• **WORK TO COMPLETE**
Examine the records below. Report how many of their lines contain the word "Duku", with no other content.

• **RECORDS SHOWN**
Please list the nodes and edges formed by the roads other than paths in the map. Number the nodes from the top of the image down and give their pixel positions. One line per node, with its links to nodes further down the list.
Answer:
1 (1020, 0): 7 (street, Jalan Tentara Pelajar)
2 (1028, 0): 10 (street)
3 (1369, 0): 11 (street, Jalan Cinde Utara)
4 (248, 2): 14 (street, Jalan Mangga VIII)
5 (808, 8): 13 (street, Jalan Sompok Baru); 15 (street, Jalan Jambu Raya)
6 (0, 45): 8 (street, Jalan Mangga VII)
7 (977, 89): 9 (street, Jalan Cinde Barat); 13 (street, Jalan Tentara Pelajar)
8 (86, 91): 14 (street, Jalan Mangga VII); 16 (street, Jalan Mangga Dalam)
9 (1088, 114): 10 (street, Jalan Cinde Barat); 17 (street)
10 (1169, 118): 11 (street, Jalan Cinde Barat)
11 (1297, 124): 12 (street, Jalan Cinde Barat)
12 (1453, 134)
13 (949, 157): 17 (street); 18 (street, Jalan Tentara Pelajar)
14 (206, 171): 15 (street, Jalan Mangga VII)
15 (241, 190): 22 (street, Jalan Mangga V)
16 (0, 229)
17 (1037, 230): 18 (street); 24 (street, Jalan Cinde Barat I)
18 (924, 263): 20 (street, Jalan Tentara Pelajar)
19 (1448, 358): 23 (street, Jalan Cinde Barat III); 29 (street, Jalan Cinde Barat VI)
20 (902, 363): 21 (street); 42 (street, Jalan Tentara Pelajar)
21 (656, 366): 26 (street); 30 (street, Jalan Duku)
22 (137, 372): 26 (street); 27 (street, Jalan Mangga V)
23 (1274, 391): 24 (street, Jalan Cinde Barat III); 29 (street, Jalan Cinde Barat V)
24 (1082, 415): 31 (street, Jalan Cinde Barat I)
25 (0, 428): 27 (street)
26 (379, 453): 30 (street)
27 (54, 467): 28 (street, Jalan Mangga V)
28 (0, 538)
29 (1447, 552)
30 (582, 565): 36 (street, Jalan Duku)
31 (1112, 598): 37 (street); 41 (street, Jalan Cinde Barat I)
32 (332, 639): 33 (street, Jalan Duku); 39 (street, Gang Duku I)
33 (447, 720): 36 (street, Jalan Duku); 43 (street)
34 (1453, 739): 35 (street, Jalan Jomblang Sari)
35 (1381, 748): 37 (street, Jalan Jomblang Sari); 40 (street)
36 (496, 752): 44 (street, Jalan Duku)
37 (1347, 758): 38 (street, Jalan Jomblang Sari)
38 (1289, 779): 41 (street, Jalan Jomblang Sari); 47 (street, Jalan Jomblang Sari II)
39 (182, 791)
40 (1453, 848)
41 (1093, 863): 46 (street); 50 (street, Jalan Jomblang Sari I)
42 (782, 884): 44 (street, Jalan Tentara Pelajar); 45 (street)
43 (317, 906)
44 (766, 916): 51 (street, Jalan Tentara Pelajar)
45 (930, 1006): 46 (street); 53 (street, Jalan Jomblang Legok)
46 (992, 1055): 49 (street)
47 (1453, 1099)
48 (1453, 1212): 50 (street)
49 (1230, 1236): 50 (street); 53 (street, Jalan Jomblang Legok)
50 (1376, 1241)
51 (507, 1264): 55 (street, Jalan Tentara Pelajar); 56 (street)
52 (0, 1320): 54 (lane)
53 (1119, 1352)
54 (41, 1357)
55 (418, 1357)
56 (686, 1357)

• **ANSWER TO THIS TASK**
5